- [What you will do]:
Only the lines holding "Heritage" are wanted. Copy every one from the records below.

(Data extract Opens)

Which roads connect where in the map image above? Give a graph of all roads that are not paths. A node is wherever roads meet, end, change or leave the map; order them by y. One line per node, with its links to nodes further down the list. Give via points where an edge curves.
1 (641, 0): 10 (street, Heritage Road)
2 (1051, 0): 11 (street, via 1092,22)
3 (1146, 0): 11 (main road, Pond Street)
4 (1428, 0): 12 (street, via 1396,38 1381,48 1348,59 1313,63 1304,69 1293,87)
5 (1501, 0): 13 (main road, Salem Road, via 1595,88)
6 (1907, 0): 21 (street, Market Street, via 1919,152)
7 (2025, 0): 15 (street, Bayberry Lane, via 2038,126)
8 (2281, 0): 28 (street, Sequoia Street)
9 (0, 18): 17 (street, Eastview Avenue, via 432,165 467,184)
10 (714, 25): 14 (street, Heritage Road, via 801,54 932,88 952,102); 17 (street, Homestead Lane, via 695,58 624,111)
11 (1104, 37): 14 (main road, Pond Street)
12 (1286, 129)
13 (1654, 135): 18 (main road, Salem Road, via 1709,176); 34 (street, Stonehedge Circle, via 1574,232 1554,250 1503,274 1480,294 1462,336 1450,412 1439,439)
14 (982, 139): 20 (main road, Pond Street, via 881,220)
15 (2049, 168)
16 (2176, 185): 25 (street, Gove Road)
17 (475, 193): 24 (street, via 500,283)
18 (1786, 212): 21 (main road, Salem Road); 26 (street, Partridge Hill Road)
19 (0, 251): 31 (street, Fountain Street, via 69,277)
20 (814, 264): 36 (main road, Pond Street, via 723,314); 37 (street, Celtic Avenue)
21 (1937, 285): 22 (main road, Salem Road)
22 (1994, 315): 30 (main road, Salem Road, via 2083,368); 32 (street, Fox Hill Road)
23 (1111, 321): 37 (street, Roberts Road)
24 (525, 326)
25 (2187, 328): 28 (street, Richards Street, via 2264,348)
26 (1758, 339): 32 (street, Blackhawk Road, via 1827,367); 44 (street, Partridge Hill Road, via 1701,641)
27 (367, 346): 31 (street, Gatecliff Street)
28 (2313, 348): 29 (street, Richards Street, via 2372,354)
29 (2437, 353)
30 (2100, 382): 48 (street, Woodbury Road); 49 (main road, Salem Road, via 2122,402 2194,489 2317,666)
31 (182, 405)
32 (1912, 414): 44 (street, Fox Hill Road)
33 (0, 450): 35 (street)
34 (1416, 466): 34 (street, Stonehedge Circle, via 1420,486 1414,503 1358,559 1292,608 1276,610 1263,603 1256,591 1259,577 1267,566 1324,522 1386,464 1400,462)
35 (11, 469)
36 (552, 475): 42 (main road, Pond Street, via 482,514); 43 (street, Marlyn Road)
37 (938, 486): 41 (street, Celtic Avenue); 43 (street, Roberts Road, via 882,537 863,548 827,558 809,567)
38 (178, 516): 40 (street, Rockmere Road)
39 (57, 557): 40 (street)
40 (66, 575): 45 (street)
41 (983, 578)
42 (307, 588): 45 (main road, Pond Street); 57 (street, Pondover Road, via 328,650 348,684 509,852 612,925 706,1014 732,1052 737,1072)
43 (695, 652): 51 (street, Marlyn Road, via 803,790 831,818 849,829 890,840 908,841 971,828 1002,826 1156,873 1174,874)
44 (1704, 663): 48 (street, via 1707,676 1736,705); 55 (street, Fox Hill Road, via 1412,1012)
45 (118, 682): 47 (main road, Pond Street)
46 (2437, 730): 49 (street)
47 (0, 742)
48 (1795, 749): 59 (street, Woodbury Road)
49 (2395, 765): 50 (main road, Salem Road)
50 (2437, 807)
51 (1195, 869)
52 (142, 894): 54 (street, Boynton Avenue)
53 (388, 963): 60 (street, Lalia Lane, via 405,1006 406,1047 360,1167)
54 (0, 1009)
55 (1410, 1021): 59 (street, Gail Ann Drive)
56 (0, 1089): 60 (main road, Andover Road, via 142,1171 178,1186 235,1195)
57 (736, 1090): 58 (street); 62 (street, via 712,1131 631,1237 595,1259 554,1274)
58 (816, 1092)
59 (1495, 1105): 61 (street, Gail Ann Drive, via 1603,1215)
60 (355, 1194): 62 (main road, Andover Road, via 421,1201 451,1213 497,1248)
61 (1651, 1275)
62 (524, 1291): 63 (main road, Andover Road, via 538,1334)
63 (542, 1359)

(Data extract Closes)
(Data extract Opens)

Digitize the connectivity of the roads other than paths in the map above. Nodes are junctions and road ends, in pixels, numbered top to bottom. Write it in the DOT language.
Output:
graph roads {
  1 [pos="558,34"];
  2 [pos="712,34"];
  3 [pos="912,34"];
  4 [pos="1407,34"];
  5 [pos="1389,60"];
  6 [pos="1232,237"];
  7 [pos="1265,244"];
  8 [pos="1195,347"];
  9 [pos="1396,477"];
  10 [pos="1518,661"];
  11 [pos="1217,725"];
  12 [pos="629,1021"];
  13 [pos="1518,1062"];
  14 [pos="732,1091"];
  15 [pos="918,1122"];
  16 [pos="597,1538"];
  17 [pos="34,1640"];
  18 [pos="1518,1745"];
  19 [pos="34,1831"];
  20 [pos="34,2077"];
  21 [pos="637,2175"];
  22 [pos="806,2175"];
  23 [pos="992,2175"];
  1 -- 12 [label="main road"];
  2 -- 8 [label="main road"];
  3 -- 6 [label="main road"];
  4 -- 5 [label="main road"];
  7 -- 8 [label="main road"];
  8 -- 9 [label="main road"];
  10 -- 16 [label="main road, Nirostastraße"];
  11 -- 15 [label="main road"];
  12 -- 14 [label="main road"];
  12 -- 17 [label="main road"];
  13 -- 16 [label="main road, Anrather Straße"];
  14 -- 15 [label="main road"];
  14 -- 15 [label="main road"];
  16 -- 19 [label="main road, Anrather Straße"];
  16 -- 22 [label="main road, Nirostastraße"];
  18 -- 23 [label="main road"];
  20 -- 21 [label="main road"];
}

(Data extract Closes)

- [Finished task]:
1 (641, 0): 10 (street, Heritage Road)
10 (714, 25): 14 (street, Heritage Road, via 801,54 932,88 952,102); 17 (street, Homestead Lane, via 695,58 624,111)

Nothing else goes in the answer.